It is indeed difficult to imagine that there could have been a serious

suspicion of murder, or the slightest grounds for implicating any

particular individual as the perpetrator. The rank, wealth, and

eminent character of the deceased must have insured the strictest

scrutiny into every ambiguous circumstance. As none such is on record,

it is safe to assume that none existed. Tradition,--which sometimes

brings down truth that history has let slip, but is oftener the wild

babble of the time, such as was formerly spoken at the fireside and now

congeals in newspapers,--tradition is responsible for all contrary

averments. In Colonel Pyncheon's funeral sermon, which was printed,

and is still extant, the Rev. Mr. Higginson enumerates, among the many

felicities of his distinguished parishioner's earthly career, the happy

seasonableness of his death. His duties all performed,--the highest

prosperity attained,--his race and future generations fixed on a stable

basis, and with a stately roof to shelter them for centuries to

come,--what other upward step remained for this good man to take, save

the final step from earth to the golden gate of heaven! The pious

clergyman surely would not have uttered words like these had he in the

least suspected that the Colonel had been thrust into the other world

with the clutch of violence upon his throat.

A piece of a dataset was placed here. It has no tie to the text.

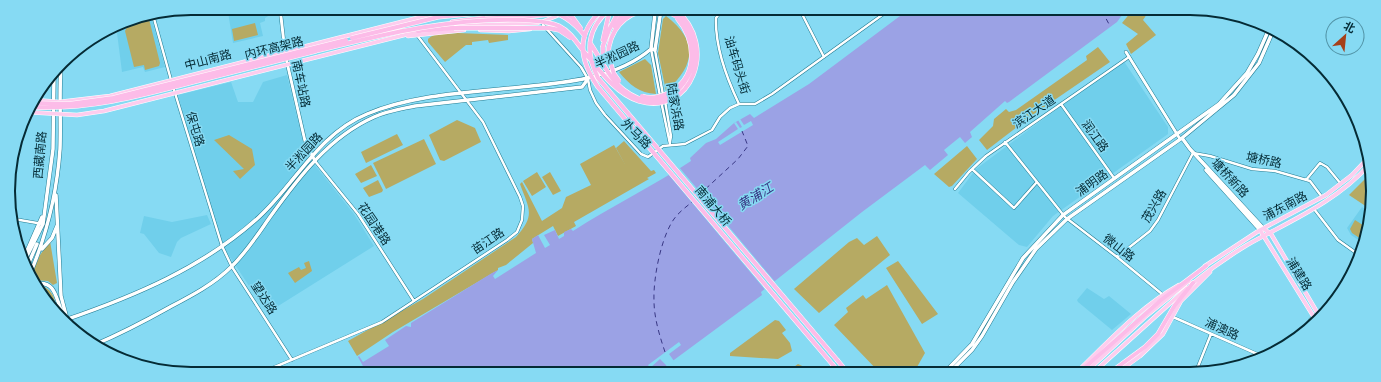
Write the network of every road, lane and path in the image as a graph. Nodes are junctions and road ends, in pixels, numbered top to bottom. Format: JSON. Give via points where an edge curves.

The family of Colonel Pyncheon, at the epoch of his death, seemed

destined to as fortunate a permanence as can anywise consist with the

inherent instability of human affairs. It might fairly be anticipated

that the progress of time would rather increase and ripen their

prosperity, than wear away and destroy it. For, not only had his son

and heir come into immediate enjoyment of a rich estate, but there was

a claim through an Indian deed, confirmed by a subsequent grant of the

General Court, to a vast and as yet unexplored and unmeasured tract of

Eastern lands. These possessions--for as such they might almost

certainly be reckoned--comprised the greater part of what is now known

as Waldo County, in the state of Maine, and were more extensive than

many a dukedom, or even a reigning prince's territory, on European

soil. When the pathless forest that still covered this wild

principality should give place--as it inevitably must, though perhaps

not till ages hence--to the golden fertility of human culture, it would

be the source of incalculable wealth to the Pyncheon blood. Had the

Colonel survived only a few weeks longer, it is probable that his great

political influence, and powerful connections at home and abroad, would

have consummated all that was necessary to render the claim available.

But, in spite of good Mr. Higginson's congratulatory eloquence, this

appeared to be the one thing which Colonel Pyncheon, provident and

sagacious as he was, had allowed to go at loose ends. So far as the

prospective territory was concerned, he unquestionably died too soon.

His son lacked not merely the father's eminent position, but the talent

and force of character to achieve it: he could, therefore, effect

nothing by dint of political interest; and the bare justice or legality

of the claim was not so apparent, after the Colonel's decease, as it

had been pronounced in his lifetime. Some connecting link had slipped

out of the evidence, and could not anywhere be found.